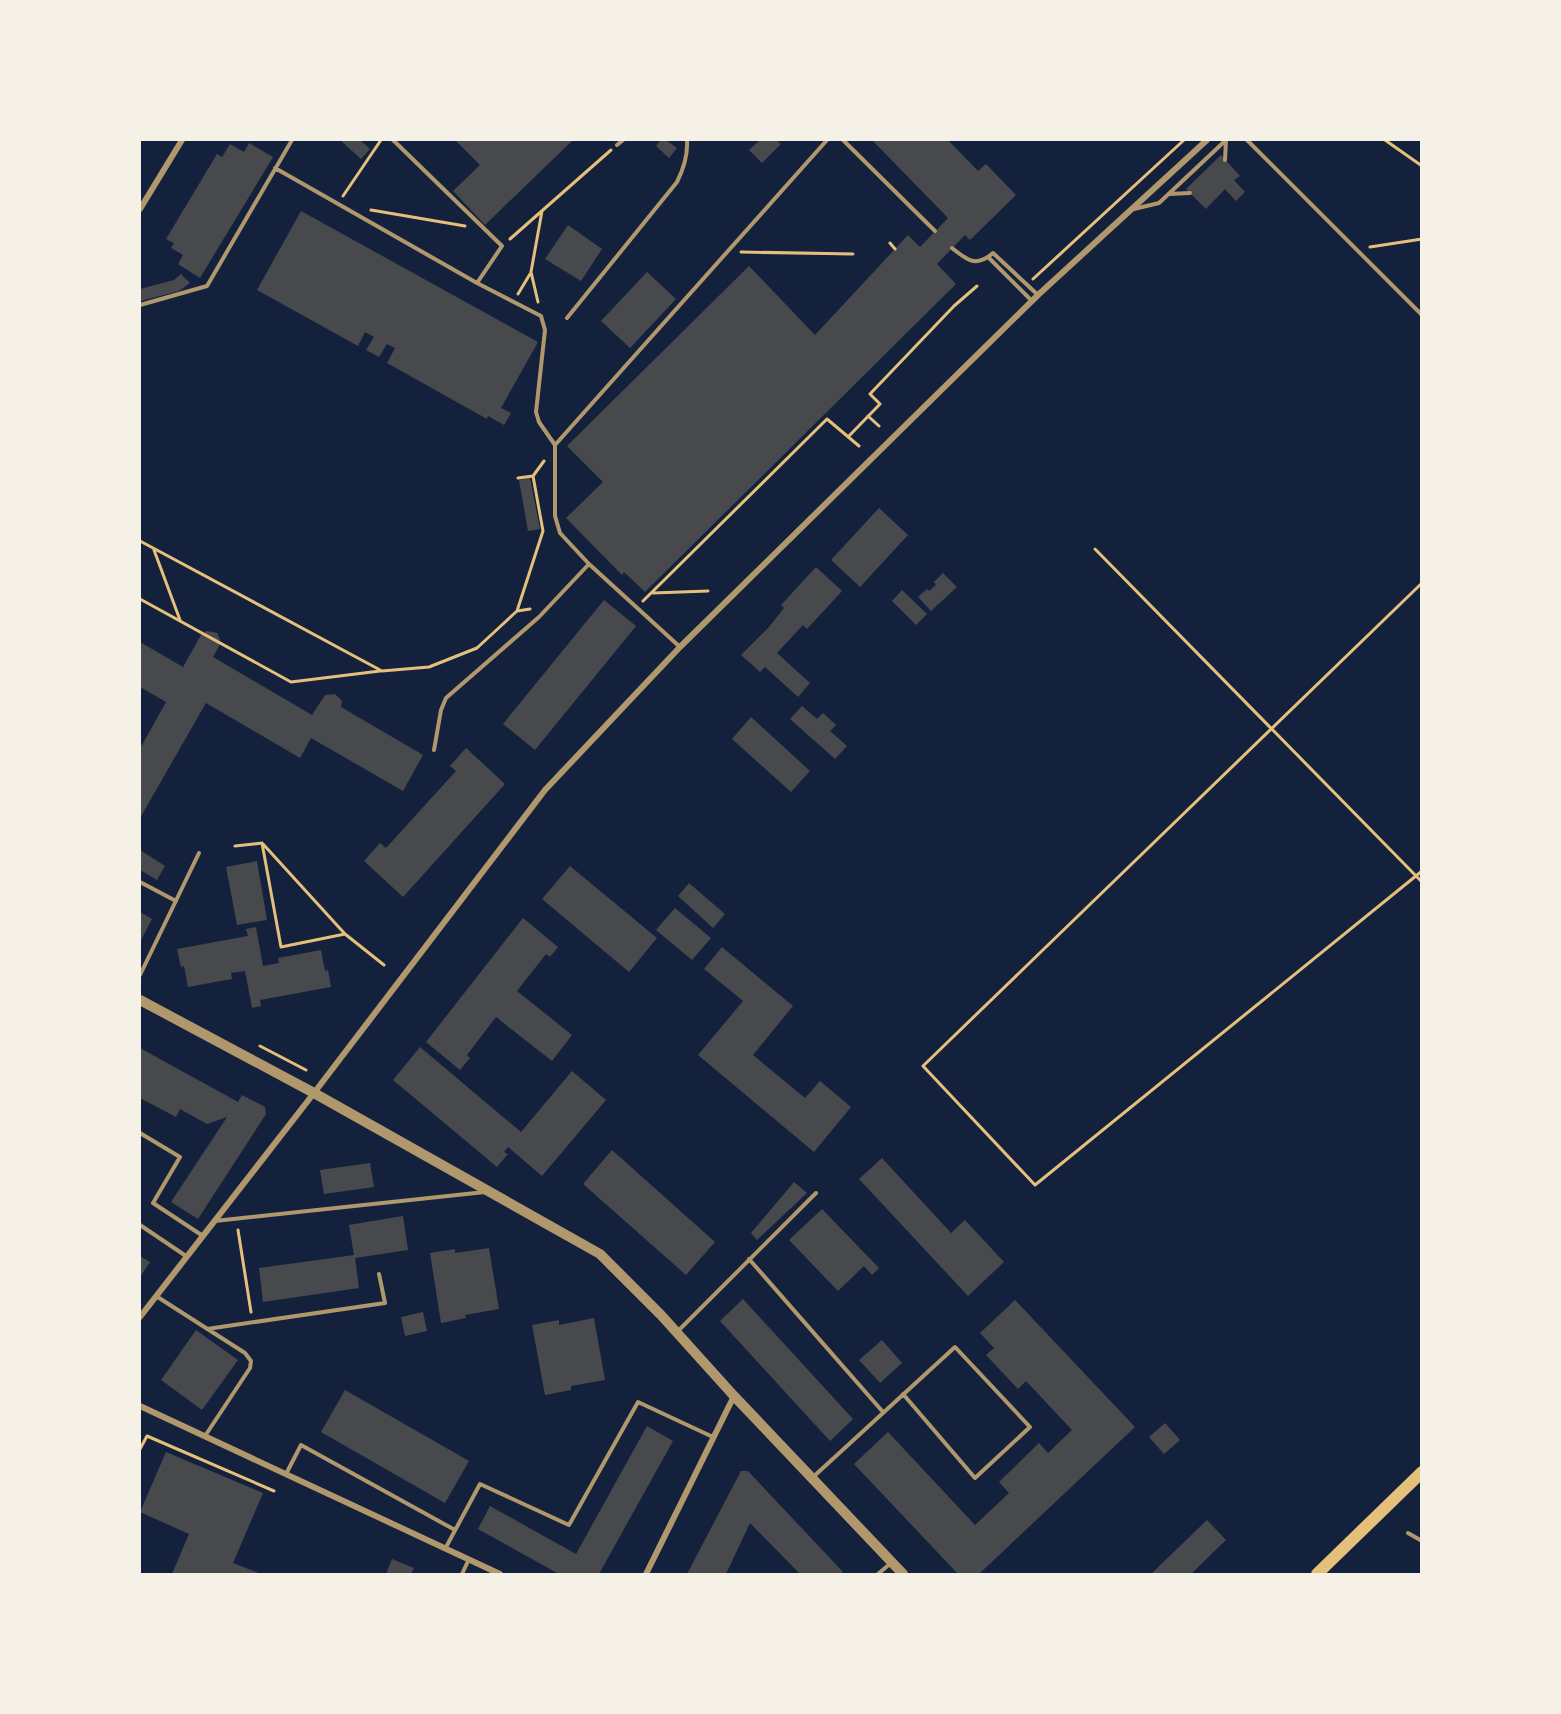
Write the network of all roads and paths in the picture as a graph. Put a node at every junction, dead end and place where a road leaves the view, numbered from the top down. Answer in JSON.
{"nodes":[{"id":1,"x":182,"y":140,"type":"edge"},
{"id":2,"x":292,"y":140,"type":"edge"},
{"id":3,"x":381,"y":140,"type":"edge"},
{"id":4,"x":393,"y":140,"type":"edge"},
{"id":5,"x":623,"y":140,"type":"edge"},
{"id":6,"x":687,"y":140,"type":"edge"},
{"id":7,"x":827,"y":140,"type":"edge"},
{"id":8,"x":843,"y":140,"type":"edge"},
{"id":9,"x":1184,"y":140,"type":"edge"},
{"id":10,"x":1207,"y":140,"type":"edge"},
{"id":11,"x":1226,"y":140,"type":"edge"},
{"id":12,"x":1247,"y":140,"type":"edge"},
{"id":13,"x":1385,"y":140,"type":"edge"},
{"id":14,"x":617,"y":145,"type":"joint"},
{"id":15,"x":1225,"y":160,"type":"dead end"},
{"id":16,"x":1422,"y":166,"type":"edge"},
{"id":17,"x":275,"y":168,"type":"junction"},
{"id":18,"x":1190,"y":193,"type":"dead end"},
{"id":19,"x":1168,"y":195,"type":"junction"},
{"id":20,"x":338,"y":204,"type":"junction"},
{"id":21,"x":140,"y":209,"type":"edge"},
{"id":22,"x":542,"y":210,"type":"junction"},
{"id":23,"x":1130,"y":210,"type":"junction"},
{"id":24,"x":485,"y":229,"type":"junction"},
{"id":25,"x":935,"y":231,"type":"dead end"},
{"id":26,"x":1422,"y":239,"type":"edge"},
{"id":27,"x":890,"y":243,"type":"dead end"},
{"id":28,"x":502,"y":246,"type":"junction"},
{"id":29,"x":952,"y":248,"type":"dead end"},
{"id":30,"x":896,"y":249,"type":"dead end"},
{"id":31,"x":1355,"y":249,"type":"junction"},
{"id":32,"x":727,"y":252,"type":"junction"},
{"id":33,"x":853,"y":254,"type":"dead end"},
{"id":34,"x":988,"y":257,"type":"junction"},
{"id":35,"x":531,"y":272,"type":"junction"},
{"id":36,"x":477,"y":283,"type":"junction"},
{"id":37,"x":1027,"y":285,"type":"junction"},
{"id":38,"x":977,"y":286,"type":"dead end"},
{"id":39,"x":1035,"y":298,"type":"junction"},
{"id":40,"x":514,"y":302,"type":"junction"},
{"id":41,"x":140,"y":305,"type":"edge"},
{"id":42,"x":1422,"y":315,"type":"edge"},
{"id":43,"x":541,"y":316,"type":"junction"},
{"id":44,"x":567,"y":318,"type":"dead end"},
{"id":45,"x":868,"y":416,"type":"junction"},
{"id":46,"x":879,"y":426,"type":"dead end"},
{"id":47,"x":848,"y":437,"type":"junction"},
{"id":48,"x":555,"y":446,"type":"junction"},
{"id":49,"x":859,"y":446,"type":"dead end"},
{"id":50,"x":518,"y":478,"type":"dead end"},
{"id":51,"x":140,"y":541,"type":"edge"},
{"id":52,"x":154,"y":549,"type":"junction"},
{"id":53,"x":1095,"y":549,"type":"dead end"},
{"id":54,"x":590,"y":564,"type":"junction"},
{"id":55,"x":1422,"y":583,"type":"edge"},
{"id":56,"x":708,"y":591,"type":"dead end"},
{"id":57,"x":651,"y":593,"type":"junction"},
{"id":58,"x":140,"y":599,"type":"edge"},
{"id":59,"x":637,"y":608,"type":"junction"},
{"id":60,"x":180,"y":621,"type":"junction"},
{"id":61,"x":680,"y":647,"type":"junction"},
{"id":62,"x":382,"y":671,"type":"junction"},
{"id":63,"x":1271,"y":729,"type":"junction"},
{"id":64,"x":434,"y":750,"type":"dead end"},
{"id":65,"x":262,"y":843,"type":"junction"},
{"id":66,"x":235,"y":846,"type":"dead end"},
{"id":67,"x":199,"y":853,"type":"dead end"},
{"id":68,"x":1422,"y":871,"type":"edge"},
{"id":69,"x":1415,"y":876,"type":"junction"},
{"id":70,"x":140,"y":882,"type":"edge"},
{"id":71,"x":1422,"y":882,"type":"edge"},
{"id":72,"x":176,"y":901,"type":"junction"},
{"id":73,"x":345,"y":934,"type":"junction"},
{"id":74,"x":384,"y":965,"type":"dead end"},
{"id":75,"x":140,"y":975,"type":"edge"},
{"id":76,"x":140,"y":1000,"type":"edge"},
{"id":77,"x":314,"y":1093,"type":"junction"},
{"id":78,"x":140,"y":1133,"type":"edge"},
{"id":79,"x":489,"y":1192,"type":"junction"},
{"id":80,"x":816,"y":1193,"type":"dead end"},
{"id":81,"x":236,"y":1219,"type":"junction"},
{"id":82,"x":214,"y":1221,"type":"junction"},
{"id":83,"x":140,"y":1225,"type":"edge"},
{"id":84,"x":203,"y":1236,"type":"junction"},
{"id":85,"x":187,"y":1256,"type":"junction"},
{"id":86,"x":749,"y":1259,"type":"junction"},
{"id":87,"x":380,"y":1274,"type":"dead end"},
{"id":88,"x":156,"y":1296,"type":"junction"},
{"id":89,"x":140,"y":1317,"type":"edge"},
{"id":90,"x":253,"y":1322,"type":"junction"},
{"id":91,"x":207,"y":1329,"type":"junction"},
{"id":92,"x":677,"y":1332,"type":"junction"},
{"id":93,"x":903,"y":1394,"type":"junction"},
{"id":94,"x":734,"y":1396,"type":"junction"},
{"id":95,"x":140,"y":1406,"type":"edge"},
{"id":96,"x":883,"y":1412,"type":"junction"},
{"id":97,"x":204,"y":1437,"type":"junction"},
{"id":98,"x":714,"y":1437,"type":"junction"},
{"id":99,"x":140,"y":1449,"type":"edge"},
{"id":100,"x":1422,"y":1472,"type":"edge"},
{"id":101,"x":286,"y":1474,"type":"junction"},
{"id":102,"x":812,"y":1478,"type":"junction"},
{"id":103,"x":274,"y":1491,"type":"dead end"},
{"id":104,"x":455,"y":1530,"type":"junction"},
{"id":105,"x":1408,"y":1533,"type":"dead end"},
{"id":106,"x":1422,"y":1541,"type":"edge"},
{"id":107,"x":445,"y":1549,"type":"junction"},
{"id":108,"x":469,"y":1559,"type":"junction"},
{"id":109,"x":891,"y":1562,"type":"junction"},
{"id":110,"x":462,"y":1575,"type":"edge"},
{"id":111,"x":500,"y":1575,"type":"edge"},
{"id":112,"x":646,"y":1575,"type":"edge"},
{"id":113,"x":878,"y":1575,"type":"edge"},
{"id":114,"x":903,"y":1575,"type":"edge"},
{"id":115,"x":1317,"y":1575,"type":"edge"}],
"edges":[{"from":1,"to":21,"type":"street"},
{"from":2,"to":17,"type":"lane"},
{"from":3,"to":20,"type":"path"},
{"from":4,"to":24,"type":"lane"},
{"from":5,"to":14,"type":"lane"},
{"from":6,"to":44,"type":"lane"},
{"from":7,"to":32,"type":"lane"},
{"from":8,"to":25,"type":"lane"},
{"from":9,"to":37,"type":"path"},
{"from":10,"to":23,"type":"street"},
{"from":11,"to":15,"type":"lane"},
{"from":11,"to":19,"type":"lane"},
{"from":12,"to":31,"type":"lane"},
{"from":13,"to":16,"type":"path"},
{"from":14,"to":22,"type":"path"},
{"from":17,"to":20,"type":"lane"},
{"from":17,"to":41,"type":"lane"},
{"from":18,"to":19,"type":"lane"},
{"from":19,"to":23,"type":"lane"},
{"from":20,"to":24,"type":"path"},
{"from":20,"to":36,"type":"lane"},
{"from":22,"to":28,"type":"path"},
{"from":22,"to":35,"type":"path"},
{"from":23,"to":39,"type":"street"},
{"from":24,"to":28,"type":"lane"},
{"from":26,"to":31,"type":"path"},
{"from":27,"to":30,"type":"path"},
{"from":28,"to":36,"type":"lane"},
{"from":29,"to":34,"type":"lane"},
{"from":31,"to":42,"type":"lane"},
{"from":32,"to":33,"type":"path"},
{"from":32,"to":48,"type":"lane"},
{"from":34,"to":37,"type":"lane"},
{"from":34,"to":39,"type":"lane"},
{"from":35,"to":40,"type":"path"},
{"from":35,"to":43,"type":"path"},
{"from":36,"to":40,"type":"lane"},
{"from":37,"to":39,"type":"lane"},
{"from":38,"to":45,"type":"path"},
{"from":39,"to":61,"type":"street"},
{"from":40,"to":43,"type":"lane"},
{"from":43,"to":48,"type":"lane"},
{"from":45,"to":46,"type":"path"},
{"from":45,"to":47,"type":"path"},
{"from":47,"to":49,"type":"path"},
{"from":47,"to":57,"type":"path"},
{"from":48,"to":54,"type":"lane"},
{"from":50,"to":62,"type":"path"},
{"from":51,"to":52,"type":"path"},
{"from":52,"to":60,"type":"path"},
{"from":52,"to":62,"type":"path"},
{"from":53,"to":63,"type":"path"},
{"from":54,"to":59,"type":"lane"},
{"from":54,"to":64,"type":"lane"},
{"from":55,"to":63,"type":"path"},
{"from":56,"to":57,"type":"path"},
{"from":57,"to":59,"type":"path"},
{"from":58,"to":60,"type":"path"},
{"from":59,"to":61,"type":"lane"},
{"from":60,"to":62,"type":"path"},
{"from":61,"to":77,"type":"street"},
{"from":63,"to":69,"type":"path"},
{"from":63,"to":69,"type":"path"},
{"from":65,"to":66,"type":"path"},
{"from":65,"to":73,"type":"path"},
{"from":65,"to":73,"type":"path"},
{"from":67,"to":72,"type":"lane"},
{"from":68,"to":69,"type":"path"},
{"from":69,"to":71,"type":"path"},
{"from":70,"to":72,"type":"lane"},
{"from":72,"to":75,"type":"lane"},
{"from":73,"to":74,"type":"path"},
{"from":76,"to":77,"type":"street"},
{"from":77,"to":79,"type":"street"},
{"from":77,"to":82,"type":"street"},
{"from":78,"to":84,"type":"lane"},
{"from":79,"to":81,"type":"lane"},
{"from":79,"to":92,"type":"street"},
{"from":80,"to":86,"type":"lane"},
{"from":81,"to":82,"type":"lane"},
{"from":81,"to":90,"type":"path"},
{"from":82,"to":84,"type":"street"},
{"from":83,"to":85,"type":"lane"},
{"from":84,"to":85,"type":"street"},
{"from":85,"to":88,"type":"street"},
{"from":86,"to":92,"type":"lane"},
{"from":86,"to":96,"type":"lane"},
{"from":87,"to":90,"type":"lane"},
{"from":88,"to":89,"type":"street"},
{"from":88,"to":91,"type":"lane"},
{"from":90,"to":91,"type":"lane"},
{"from":91,"to":97,"type":"lane"},
{"from":92,"to":94,"type":"street"},
{"from":93,"to":93,"type":"lane"},
{"from":93,"to":96,"type":"lane"},
{"from":94,"to":98,"type":"street"},
{"from":94,"to":102,"type":"street"},
{"from":95,"to":97,"type":"street"},
{"from":96,"to":102,"type":"lane"},
{"from":97,"to":101,"type":"street"},
{"from":98,"to":104,"type":"lane"},
{"from":98,"to":112,"type":"street"},
{"from":99,"to":103,"type":"path"},
{"from":100,"to":115,"type":"main road"},
{"from":101,"to":104,"type":"lane"},
{"from":101,"to":107,"type":"street"},
{"from":102,"to":109,"type":"street"},
{"from":104,"to":107,"type":"lane"},
{"from":105,"to":106,"type":"lane"},
{"from":107,"to":108,"type":"street"},
{"from":108,"to":110,"type":"lane"},
{"from":108,"to":111,"type":"street"},
{"from":109,"to":113,"type":"lane"},
{"from":109,"to":114,"type":"street"}]}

• About this task
Where does the string "road" appear in the records? Copy every line that holds it.

• Response to the task
Write the network of all roads and paths in the picture as a graph. Put a node at every junction, dead end and place where a road leaves the view, numbered from the top down. Answer in JSON.
{"from":100,"to":115,"type":"main road"},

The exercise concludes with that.